Re: PROBLEM: another potential concurrency bug in swap_inode_boot_loader()

"Darrick J. Wong" <darrick.wong@xxxxxxxxxx> · Tue, 8 Sep 2020 19:44:50 -0700

On Wed, Sep 09, 2020 at 12:28:36AM +0000, Gong, Sishuai wrote:
> Hi,
> 
> We found a potential concurrency bug in linux kernel 5.3.11. We were able to reproduce this bug in x86 under specific thread interleavings. This bug causes a “bad header/extent” EXT4-fs error. 
> 
> In addition, we think this bug may be related to another bug we reported earlier. Similar to a concern mentioned in your reply, this time the inode had a correct checksum but a wrong header data.
> 
> https://lore.kernel.org/linux-ext4/459EE6E3-1CB2-4898-8C5F-283E821B2A75@xxxxxxxxx/T/#t
> 
> 
> ------------------------------------------
> Kernel console output
> 
> EXT4-fs error (device sda1): ext4_ext_check_inode:498: inode #5: comm ski-executor: pblk 0 bad header/extent: invalid magic - magic 0, entries 0, max 0(0), depth 0(0)
> 
> ------------------------------------------
> Test input
> 
> This bug occurs when a kernel test program is executed twice in different threads and ran concurrently.
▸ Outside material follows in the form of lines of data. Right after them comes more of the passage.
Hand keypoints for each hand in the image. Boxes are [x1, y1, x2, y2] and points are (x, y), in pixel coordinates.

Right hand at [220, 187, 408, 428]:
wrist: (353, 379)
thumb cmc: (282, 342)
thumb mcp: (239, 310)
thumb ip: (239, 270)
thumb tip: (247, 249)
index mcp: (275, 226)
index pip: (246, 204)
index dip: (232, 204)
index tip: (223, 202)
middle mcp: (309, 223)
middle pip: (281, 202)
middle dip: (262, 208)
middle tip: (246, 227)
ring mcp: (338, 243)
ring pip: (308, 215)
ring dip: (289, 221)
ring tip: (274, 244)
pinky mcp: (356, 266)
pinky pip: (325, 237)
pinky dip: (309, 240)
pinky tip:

Our analysis has located that it happens when syscall ioctl with the EXT4_IOC_SWAP_BOOT flag is called twice and interleaves with itself. 
> The test program is generated by Syzkaller as follows:
> r0 = creat(&(0x7f0000000080)='./file0\x00', 0x0)
> ioctl$FS_IOC_SETFLAGS(r0, 0x40046602, &(0x7f0000000040)) 
> r1 = creat(&(0x7f0000000000)='./file0\x00', 0x0)
> pwrite64(r1, &(0x7f00000000c0)='\x00', 0x1, 0x1010000)
> r2 = creat(&(0x7f0000000000)='./file0\x00', 0x0)
> ioctl$EXT4_IOC_SWAP_BOOT(r2, 0x6611)
> 
> ------------------------------------------
> Thread interleaving
> 
> Our analysis revealed that the following interleaving triggers this bug.
> 
> CPU0																CPU1
> swap_inode_boot_loader()
> …
> -- ext4_mark_inode_dirty() [fs/ext4/ioctl.c:207]
> [context switch]
> 																	swap_inode_boot_loader()
> 																	-- ext4_iget()
> 																	---- ext4_isize()
> 																	[context switch]			

How do you end up in this state?  CPU0 has already ext4_iget()'d a
reference to the bootloader inode, right?  Which means that I_NEW is no
longer set on the incore inode, right, because we clear that flag when
we unlock the inode.i_lock at the end of the iget function.  So
shouldn't CPU1's call to ext4_iget to get the same bootloader inode end
up with the same incore inode?  And won't I_NEW be clear by then?

--D

> …
> -- ext4_mark_inode_dirty() [fs/ext4/ioctl.c:223]
> ---- ext4_mark_iloc_dirty()
> ------ ext4_do_update_inode()
>           for (block = 0; block < EXT4_N_BLOCKS; block++) [fs/ext4/inode.c:5337]
>             raw_inode->i_block[block] = ei->i_data[block];
> …
> [syscall finishes]
> [context switch]
> 																	…
> 											        						for (block = 0; block < EXT4_N_BLOCKS; block++) [fs/ext4/inode.c:5002]
> 																	          ei->i_data[block] = raw_inode->i_block[block];
> 																	…
> 																	---- ext4_ext_check_inode(inode)
> 																	[EXT4-fs error]				
> 
> 
> Thanks,
> Sishuai
>